Problem statement: If a line below contains the string "road", return that line.

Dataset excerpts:
++++++

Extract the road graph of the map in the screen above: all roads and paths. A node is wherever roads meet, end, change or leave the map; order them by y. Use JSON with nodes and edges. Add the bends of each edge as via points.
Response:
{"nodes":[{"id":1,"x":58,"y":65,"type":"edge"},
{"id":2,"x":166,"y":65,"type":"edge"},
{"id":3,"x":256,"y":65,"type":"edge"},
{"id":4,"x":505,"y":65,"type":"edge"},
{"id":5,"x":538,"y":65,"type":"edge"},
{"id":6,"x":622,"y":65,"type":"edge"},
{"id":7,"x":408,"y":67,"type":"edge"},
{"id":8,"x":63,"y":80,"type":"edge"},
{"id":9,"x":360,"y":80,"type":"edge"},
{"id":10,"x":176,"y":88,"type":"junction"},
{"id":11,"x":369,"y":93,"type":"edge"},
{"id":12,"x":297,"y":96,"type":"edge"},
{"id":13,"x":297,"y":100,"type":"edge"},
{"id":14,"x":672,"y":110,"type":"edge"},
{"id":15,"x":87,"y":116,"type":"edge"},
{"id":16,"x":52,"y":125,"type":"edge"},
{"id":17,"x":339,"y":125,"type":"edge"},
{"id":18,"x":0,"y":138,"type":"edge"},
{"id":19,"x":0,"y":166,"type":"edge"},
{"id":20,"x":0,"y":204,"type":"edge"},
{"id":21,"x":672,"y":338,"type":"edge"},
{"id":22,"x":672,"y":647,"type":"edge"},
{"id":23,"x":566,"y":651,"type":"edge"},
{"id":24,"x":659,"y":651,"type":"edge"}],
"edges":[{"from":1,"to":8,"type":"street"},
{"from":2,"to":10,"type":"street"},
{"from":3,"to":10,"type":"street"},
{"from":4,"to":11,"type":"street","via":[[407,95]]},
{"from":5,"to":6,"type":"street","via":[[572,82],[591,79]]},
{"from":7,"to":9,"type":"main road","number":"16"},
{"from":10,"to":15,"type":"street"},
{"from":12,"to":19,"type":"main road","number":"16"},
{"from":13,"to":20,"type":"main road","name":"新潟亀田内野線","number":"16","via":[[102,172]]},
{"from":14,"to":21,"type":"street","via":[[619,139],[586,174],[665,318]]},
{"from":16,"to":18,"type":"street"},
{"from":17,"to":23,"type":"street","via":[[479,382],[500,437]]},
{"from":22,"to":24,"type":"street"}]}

++++++

Response to this task:
Extract the road graph of the map in the screen above: all roads and paths. A node is wherever roads meet, end, change or leave the map; order them by y. Use JSON with nodes and edges. Add the bends of each edge as via points.
{"from":7,"to":9,"type":"main road","number":"16"},
{"from":12,"to":19,"type":"main road","number":"16"},
{"from":13,"to":20,"type":"main road","name":"新潟亀田内野線","number":"16","via":[[102,172]]},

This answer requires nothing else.